Diabetes‐induced hyperglycemia is associated with inhibition of insulin pathway without NF‐κB‐p65 activation in skeletal muscle.

Obesity‐induced inflammation is associated with the onset of diabetes. Whether obesity‐related increase in adipose tissue or hyperglycemia is the initiator of this inflammation is still unknown. Nuclear‐Factor kB (NF‐κB) is a critical transcription factor in the inflammatory process but its role in diabetes onset is unclear. We hypothesized that hyperglycemia is an early modulator of key proteins in the NF‐κB cascade. 10 Streptozotocin‐(STZ)‐treated rats were compared to10 control rats. Using total, cytosolic and nuclear protein extracts from hindlimb muscles: soleus (SOL), extensor digitorum longus (EDL), gastrocnemius (GM), and liver tissue, we assessed key proteins of NF‐κB and insulin pathway.
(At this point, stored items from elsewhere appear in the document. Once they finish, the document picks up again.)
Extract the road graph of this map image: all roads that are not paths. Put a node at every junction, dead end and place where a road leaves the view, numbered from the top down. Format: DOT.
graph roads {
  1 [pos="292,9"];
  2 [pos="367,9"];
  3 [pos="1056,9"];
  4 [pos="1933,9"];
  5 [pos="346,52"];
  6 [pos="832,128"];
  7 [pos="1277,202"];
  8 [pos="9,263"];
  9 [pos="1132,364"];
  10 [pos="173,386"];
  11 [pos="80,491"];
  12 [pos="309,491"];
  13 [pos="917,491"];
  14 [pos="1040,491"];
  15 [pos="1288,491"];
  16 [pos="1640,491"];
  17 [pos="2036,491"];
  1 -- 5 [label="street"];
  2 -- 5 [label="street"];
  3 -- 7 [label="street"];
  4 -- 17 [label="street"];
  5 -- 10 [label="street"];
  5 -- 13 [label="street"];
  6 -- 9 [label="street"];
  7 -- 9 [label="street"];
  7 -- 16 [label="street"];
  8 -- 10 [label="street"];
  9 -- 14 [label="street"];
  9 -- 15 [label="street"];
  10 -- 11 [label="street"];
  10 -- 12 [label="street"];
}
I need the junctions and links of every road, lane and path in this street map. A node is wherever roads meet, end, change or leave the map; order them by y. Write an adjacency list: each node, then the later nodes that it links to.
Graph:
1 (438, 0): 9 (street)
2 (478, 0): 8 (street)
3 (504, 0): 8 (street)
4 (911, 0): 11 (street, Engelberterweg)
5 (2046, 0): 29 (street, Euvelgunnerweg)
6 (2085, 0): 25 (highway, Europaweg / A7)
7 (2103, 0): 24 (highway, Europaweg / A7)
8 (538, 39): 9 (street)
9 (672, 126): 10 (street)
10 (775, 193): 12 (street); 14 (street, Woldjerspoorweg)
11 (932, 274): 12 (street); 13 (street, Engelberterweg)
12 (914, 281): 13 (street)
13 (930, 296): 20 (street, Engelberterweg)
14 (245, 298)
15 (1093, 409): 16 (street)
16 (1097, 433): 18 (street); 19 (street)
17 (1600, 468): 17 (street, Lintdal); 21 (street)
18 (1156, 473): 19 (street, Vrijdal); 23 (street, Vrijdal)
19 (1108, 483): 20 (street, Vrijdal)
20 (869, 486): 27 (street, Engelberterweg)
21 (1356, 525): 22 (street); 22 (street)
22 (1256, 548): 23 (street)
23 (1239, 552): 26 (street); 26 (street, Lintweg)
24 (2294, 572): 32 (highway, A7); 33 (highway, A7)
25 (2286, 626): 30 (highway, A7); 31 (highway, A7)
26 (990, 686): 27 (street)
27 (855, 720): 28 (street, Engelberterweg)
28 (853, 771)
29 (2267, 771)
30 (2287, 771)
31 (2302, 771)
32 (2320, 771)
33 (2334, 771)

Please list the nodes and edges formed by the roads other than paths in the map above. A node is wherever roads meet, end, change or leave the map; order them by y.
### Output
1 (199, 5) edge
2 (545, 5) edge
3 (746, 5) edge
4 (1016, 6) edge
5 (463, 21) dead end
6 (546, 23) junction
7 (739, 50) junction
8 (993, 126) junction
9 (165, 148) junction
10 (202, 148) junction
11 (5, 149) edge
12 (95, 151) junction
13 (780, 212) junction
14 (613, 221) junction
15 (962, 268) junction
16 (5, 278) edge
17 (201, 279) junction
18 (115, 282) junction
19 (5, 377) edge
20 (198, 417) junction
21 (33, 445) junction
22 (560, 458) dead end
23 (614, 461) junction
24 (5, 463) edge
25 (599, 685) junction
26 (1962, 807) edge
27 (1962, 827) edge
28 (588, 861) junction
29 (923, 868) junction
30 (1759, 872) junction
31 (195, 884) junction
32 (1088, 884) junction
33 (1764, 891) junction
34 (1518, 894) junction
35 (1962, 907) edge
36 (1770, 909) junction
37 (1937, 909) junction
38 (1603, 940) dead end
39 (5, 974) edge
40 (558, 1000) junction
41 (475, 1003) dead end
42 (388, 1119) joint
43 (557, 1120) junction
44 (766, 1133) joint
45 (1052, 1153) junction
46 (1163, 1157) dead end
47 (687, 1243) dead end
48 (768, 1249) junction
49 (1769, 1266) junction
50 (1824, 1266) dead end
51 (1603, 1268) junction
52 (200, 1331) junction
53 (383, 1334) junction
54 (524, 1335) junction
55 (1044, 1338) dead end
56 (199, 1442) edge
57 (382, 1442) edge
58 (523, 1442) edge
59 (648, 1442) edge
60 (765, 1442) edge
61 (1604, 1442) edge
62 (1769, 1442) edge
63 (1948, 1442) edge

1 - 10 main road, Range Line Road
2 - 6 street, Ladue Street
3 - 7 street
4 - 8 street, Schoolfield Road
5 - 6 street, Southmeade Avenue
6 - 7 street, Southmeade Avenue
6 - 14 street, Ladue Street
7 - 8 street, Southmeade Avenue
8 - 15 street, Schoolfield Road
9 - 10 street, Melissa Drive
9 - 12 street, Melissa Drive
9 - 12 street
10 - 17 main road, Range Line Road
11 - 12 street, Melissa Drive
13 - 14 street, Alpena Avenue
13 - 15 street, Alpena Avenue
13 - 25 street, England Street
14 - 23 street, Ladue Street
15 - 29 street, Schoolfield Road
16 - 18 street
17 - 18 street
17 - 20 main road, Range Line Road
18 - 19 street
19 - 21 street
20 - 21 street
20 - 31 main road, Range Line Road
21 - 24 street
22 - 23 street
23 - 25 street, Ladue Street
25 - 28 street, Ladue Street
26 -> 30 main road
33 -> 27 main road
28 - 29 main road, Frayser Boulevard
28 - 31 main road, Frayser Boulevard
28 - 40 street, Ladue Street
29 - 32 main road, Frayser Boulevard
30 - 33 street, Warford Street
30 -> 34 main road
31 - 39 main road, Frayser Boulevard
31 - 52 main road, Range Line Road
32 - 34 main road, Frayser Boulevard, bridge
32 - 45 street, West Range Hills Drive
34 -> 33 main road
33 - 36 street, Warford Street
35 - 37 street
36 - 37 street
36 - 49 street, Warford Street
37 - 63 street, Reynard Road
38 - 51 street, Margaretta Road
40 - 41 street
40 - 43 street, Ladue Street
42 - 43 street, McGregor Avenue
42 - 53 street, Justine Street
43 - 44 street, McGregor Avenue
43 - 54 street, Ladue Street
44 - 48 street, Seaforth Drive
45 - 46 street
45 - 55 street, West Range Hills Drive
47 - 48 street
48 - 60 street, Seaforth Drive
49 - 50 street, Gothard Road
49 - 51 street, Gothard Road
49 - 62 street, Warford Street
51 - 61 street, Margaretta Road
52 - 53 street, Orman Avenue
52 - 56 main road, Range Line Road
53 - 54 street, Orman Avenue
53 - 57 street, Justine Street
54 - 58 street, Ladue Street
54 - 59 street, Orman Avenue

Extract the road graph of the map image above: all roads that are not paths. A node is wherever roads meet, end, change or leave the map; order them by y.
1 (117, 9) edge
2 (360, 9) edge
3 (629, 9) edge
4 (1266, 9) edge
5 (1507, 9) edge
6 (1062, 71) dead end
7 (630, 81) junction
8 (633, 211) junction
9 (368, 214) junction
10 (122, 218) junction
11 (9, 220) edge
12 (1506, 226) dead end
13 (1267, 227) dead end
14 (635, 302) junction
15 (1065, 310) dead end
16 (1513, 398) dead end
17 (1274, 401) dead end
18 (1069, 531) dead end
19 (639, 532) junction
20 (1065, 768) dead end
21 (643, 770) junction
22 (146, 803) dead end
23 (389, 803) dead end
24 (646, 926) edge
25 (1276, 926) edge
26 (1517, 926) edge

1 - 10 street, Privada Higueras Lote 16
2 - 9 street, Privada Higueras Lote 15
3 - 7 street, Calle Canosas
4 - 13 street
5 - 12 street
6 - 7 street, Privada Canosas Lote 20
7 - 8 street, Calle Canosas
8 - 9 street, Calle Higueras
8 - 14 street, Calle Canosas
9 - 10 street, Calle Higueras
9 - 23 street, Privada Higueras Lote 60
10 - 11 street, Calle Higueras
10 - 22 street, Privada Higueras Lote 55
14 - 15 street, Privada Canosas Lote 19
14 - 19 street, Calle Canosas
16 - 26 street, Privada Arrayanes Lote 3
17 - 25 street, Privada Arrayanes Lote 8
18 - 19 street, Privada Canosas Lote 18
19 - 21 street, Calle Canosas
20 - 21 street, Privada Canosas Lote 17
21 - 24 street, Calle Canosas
STZ treatment decreased insulin to 3.9 ± 1.2 μU/ml and induced a concomitant hyperglycemia (296.5 ± 15.6mg/dL). SOL, EDL and GM mass decreased and liver mass increased in STZ‐treated animals. p65 expression in GM, and liver increased in diabetic rats, however, there was no IκB degradation or IKK phosphorylation. Muscle p65 remained bound to IκB and did not translocate or bind to DNA. Although insulin receptor (IR) and substrate‐1 (IRS‐1) expression were similar, STZ treatment abrogated their phosphorylation. Despite upstream inactivation of insulin pathway, STZ treatment did not acutely activate the NF‐κB cascade. Therefore, it is unlikely that hyperglycemia initiates obesity‐induced inflammation.